**GIVEN ENTRIES:**
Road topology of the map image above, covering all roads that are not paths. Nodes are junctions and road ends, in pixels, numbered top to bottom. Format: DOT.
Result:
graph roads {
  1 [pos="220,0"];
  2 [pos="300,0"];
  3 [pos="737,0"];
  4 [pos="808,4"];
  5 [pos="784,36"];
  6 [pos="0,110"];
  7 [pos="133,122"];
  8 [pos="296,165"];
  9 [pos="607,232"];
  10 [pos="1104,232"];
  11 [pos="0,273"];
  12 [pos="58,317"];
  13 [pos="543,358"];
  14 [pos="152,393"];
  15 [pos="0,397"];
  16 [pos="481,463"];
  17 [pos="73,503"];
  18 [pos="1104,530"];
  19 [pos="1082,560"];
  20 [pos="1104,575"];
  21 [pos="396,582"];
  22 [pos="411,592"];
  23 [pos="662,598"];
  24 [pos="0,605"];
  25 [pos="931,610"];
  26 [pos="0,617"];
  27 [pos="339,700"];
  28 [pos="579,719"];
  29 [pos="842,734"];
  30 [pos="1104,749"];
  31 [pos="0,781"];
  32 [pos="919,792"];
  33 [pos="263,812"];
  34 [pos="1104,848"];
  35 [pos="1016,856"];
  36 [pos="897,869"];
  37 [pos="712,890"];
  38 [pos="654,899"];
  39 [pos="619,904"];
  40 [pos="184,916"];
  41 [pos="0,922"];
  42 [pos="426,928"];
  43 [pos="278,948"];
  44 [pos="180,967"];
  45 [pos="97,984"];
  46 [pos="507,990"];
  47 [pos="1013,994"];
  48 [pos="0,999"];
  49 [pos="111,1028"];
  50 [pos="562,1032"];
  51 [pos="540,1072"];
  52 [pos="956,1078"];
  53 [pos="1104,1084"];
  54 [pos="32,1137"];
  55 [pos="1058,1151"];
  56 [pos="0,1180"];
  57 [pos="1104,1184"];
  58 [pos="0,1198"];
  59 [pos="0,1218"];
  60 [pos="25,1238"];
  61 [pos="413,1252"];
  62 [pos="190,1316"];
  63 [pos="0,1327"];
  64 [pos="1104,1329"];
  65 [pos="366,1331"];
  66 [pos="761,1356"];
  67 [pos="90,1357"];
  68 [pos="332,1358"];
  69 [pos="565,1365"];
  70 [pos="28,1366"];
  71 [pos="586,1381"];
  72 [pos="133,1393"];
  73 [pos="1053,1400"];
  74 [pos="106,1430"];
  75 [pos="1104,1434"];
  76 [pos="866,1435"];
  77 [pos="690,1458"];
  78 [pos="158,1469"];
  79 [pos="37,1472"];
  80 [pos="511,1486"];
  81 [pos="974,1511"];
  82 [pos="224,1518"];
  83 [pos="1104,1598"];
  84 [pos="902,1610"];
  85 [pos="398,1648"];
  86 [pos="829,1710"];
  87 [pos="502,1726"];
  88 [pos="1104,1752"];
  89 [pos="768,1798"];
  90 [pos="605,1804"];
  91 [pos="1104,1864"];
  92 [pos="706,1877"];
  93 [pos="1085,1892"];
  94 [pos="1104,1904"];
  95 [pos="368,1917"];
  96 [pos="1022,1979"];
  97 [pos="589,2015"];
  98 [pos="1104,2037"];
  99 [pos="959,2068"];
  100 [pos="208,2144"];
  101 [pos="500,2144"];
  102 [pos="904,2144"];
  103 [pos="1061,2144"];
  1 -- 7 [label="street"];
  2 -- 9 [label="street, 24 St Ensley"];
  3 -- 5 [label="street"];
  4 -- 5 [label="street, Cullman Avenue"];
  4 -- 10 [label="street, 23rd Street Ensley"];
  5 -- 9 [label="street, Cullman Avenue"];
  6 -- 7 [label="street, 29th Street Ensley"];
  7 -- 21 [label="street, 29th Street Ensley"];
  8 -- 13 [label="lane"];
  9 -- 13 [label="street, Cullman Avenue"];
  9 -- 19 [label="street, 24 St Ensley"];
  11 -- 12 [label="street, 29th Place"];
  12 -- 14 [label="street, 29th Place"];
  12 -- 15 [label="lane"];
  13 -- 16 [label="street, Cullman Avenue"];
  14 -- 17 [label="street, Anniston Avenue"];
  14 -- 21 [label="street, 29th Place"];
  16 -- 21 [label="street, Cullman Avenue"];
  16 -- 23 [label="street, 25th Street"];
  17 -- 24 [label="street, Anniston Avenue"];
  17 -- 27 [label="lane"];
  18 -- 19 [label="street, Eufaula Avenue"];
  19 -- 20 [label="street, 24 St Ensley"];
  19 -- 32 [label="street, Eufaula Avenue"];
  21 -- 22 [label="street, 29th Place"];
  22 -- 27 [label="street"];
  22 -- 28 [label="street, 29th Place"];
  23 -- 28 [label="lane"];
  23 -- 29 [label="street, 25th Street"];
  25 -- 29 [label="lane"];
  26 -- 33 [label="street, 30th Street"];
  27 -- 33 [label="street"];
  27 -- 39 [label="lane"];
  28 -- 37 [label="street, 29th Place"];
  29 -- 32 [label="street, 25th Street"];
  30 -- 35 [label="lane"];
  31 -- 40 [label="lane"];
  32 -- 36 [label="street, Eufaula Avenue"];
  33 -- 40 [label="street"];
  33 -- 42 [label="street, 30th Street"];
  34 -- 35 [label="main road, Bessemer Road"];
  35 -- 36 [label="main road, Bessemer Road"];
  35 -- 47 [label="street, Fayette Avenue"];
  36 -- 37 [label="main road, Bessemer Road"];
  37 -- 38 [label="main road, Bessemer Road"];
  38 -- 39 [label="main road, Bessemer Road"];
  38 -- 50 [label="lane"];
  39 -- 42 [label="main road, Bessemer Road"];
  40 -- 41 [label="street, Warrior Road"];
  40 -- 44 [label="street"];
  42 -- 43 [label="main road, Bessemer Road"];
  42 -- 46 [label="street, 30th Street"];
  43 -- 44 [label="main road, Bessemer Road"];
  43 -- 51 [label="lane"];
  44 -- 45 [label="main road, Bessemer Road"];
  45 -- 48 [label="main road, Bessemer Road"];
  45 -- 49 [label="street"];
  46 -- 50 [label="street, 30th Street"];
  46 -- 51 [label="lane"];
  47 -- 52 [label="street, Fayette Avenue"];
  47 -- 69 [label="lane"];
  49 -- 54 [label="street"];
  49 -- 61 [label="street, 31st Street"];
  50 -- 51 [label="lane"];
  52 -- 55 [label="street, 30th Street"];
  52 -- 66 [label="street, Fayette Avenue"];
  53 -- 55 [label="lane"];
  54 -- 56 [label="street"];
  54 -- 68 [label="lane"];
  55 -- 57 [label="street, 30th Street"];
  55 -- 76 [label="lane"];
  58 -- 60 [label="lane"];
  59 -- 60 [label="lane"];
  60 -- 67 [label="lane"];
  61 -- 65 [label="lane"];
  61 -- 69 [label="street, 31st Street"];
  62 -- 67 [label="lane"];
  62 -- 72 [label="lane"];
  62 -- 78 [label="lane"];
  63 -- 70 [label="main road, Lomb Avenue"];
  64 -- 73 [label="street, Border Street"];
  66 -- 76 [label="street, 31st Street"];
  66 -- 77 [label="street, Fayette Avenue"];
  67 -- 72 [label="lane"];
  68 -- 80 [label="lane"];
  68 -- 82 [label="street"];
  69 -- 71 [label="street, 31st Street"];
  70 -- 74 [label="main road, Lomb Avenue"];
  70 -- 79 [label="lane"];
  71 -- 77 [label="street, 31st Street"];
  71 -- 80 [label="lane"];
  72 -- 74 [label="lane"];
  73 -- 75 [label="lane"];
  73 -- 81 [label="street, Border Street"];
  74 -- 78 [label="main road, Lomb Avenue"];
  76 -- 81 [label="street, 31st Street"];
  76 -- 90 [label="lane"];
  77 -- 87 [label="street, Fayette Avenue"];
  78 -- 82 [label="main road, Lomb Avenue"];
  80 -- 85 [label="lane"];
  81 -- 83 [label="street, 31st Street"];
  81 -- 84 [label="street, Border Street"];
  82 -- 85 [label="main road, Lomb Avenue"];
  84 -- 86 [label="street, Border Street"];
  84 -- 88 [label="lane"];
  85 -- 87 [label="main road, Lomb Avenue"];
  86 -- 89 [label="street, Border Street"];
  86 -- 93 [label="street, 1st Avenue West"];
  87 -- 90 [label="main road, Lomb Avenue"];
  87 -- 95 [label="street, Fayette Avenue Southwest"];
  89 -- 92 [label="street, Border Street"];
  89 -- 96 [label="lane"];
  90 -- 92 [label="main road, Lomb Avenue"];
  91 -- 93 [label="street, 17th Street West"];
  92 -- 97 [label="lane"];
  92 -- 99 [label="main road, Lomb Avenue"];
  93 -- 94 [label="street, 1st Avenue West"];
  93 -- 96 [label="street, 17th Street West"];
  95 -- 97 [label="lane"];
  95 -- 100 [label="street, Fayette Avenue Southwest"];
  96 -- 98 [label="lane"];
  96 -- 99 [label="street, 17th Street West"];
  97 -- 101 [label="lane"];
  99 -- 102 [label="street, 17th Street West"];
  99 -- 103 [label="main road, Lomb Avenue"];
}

* * *

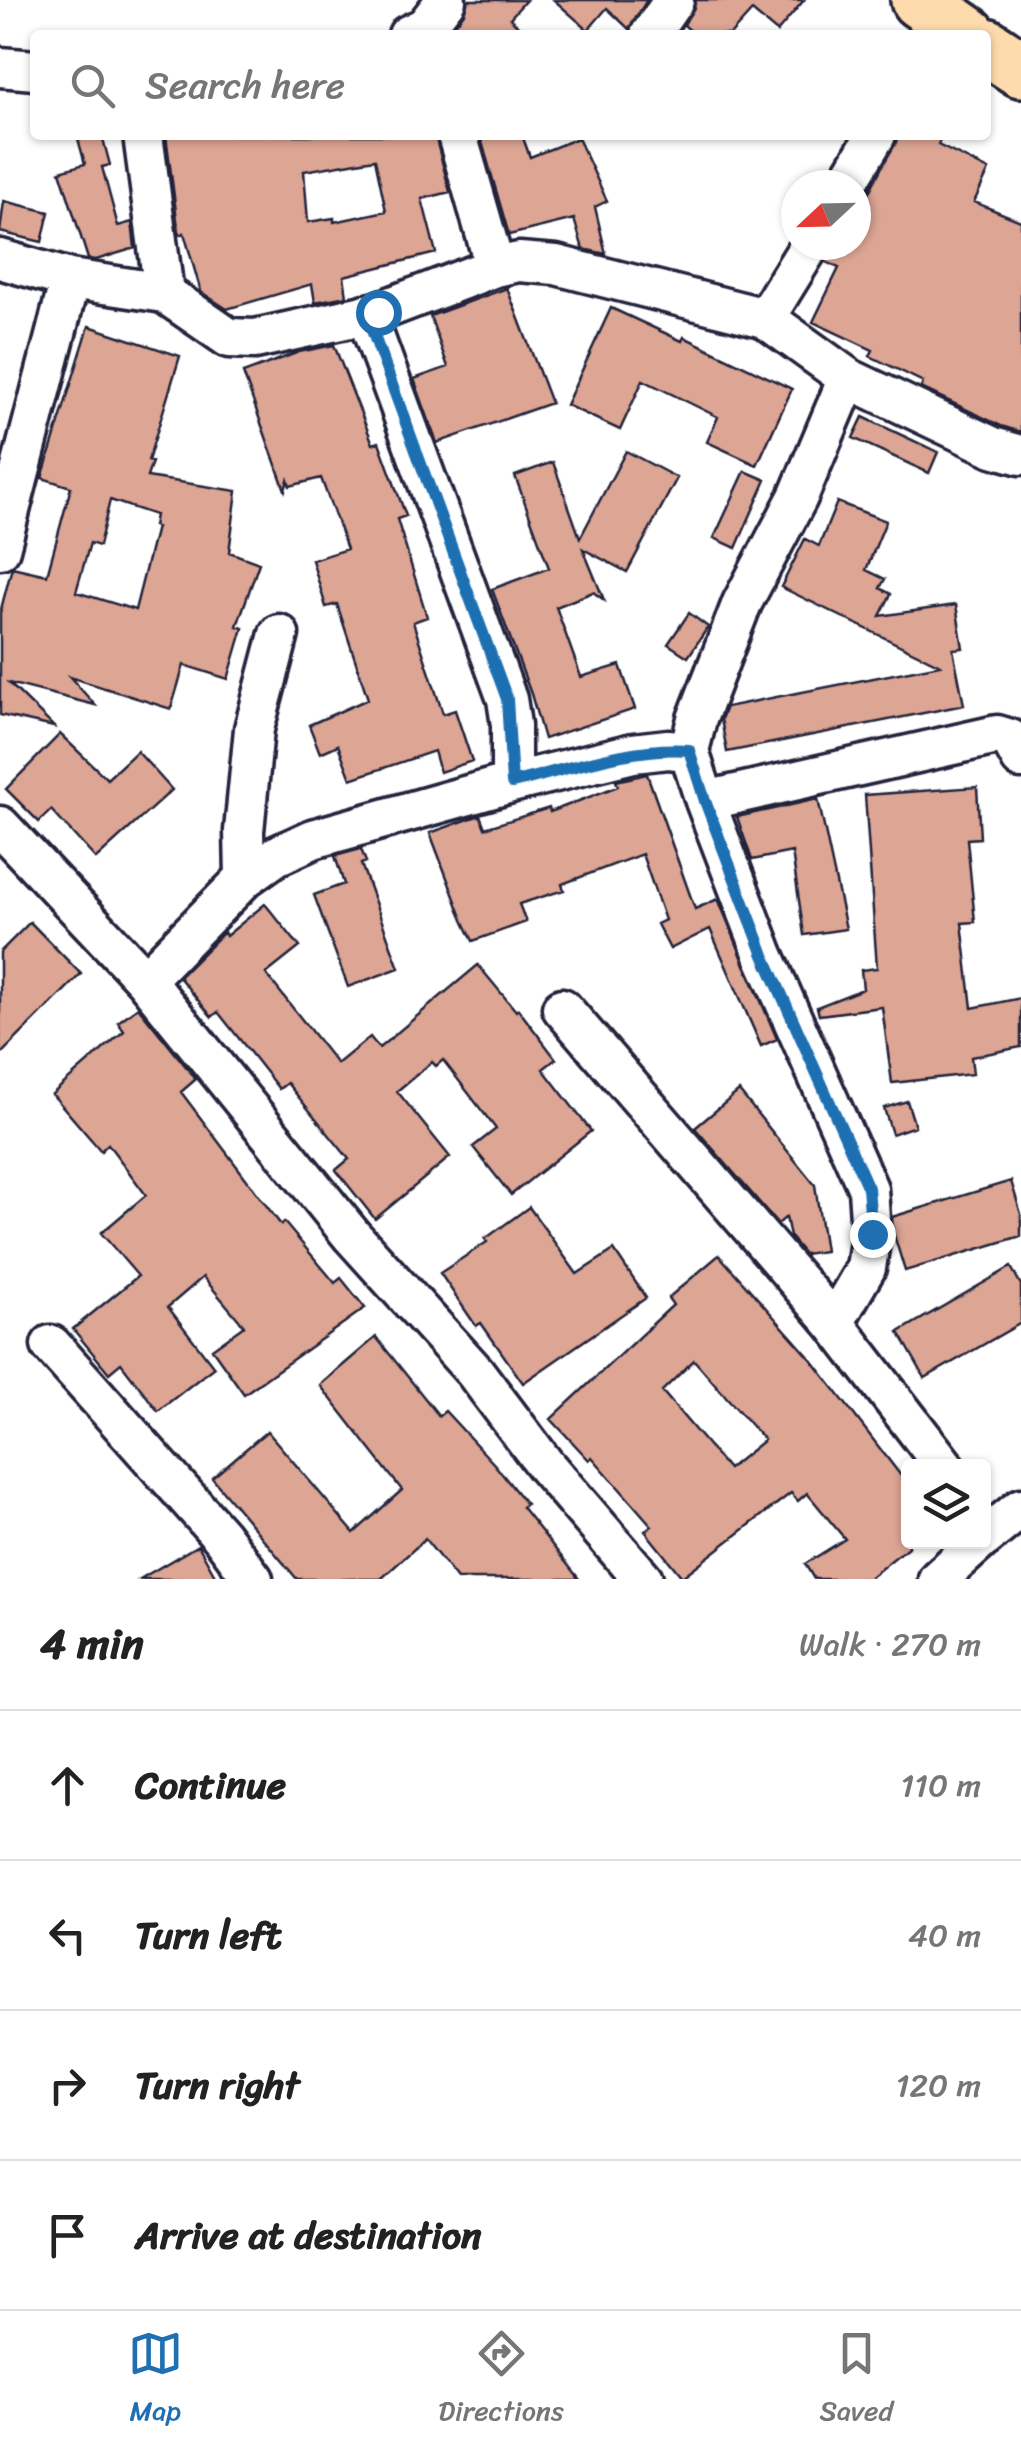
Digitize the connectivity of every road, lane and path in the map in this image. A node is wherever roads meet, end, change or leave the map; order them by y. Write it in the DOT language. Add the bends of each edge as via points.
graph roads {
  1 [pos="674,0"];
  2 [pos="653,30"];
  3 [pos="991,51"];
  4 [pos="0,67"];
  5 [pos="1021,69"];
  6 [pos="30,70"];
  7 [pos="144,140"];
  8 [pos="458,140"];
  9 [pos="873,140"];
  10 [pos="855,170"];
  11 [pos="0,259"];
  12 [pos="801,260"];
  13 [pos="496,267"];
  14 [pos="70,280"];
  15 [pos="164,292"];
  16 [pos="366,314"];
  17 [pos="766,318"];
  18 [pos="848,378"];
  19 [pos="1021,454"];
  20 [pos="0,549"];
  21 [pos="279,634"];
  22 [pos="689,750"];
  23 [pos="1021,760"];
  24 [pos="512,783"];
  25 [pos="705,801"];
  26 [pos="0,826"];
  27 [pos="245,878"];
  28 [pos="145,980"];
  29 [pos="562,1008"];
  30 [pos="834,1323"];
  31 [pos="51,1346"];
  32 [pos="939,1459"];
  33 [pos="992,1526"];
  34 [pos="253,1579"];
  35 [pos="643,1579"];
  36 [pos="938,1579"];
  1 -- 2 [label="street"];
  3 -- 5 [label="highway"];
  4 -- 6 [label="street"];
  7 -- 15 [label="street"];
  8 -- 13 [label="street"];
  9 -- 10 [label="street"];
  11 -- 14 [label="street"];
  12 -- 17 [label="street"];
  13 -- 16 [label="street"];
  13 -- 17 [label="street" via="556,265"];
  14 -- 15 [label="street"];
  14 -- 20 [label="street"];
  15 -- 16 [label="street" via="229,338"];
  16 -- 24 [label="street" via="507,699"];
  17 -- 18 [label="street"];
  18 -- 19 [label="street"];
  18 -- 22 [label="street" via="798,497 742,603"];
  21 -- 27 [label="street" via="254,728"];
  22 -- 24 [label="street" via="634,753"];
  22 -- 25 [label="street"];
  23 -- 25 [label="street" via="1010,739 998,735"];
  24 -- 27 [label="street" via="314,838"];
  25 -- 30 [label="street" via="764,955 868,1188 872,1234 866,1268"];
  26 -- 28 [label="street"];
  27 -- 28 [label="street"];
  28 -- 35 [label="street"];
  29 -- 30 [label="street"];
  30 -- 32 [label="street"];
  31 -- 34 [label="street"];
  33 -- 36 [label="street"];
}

**ASSIGNMENT:**
Look for the word "Cullman" in every line of the listing and copy the lines that have it.

**SOLUTION TO THIS PROBLEM:**
  4 -- 5 [label="street, Cullman Avenue"];
  5 -- 9 [label="street, Cullman Avenue"];
  9 -- 13 [label="street, Cullman Avenue"];
  13 -- 16 [label="street, Cullman Avenue"];
  16 -- 21 [label="street, Cullman Avenue"];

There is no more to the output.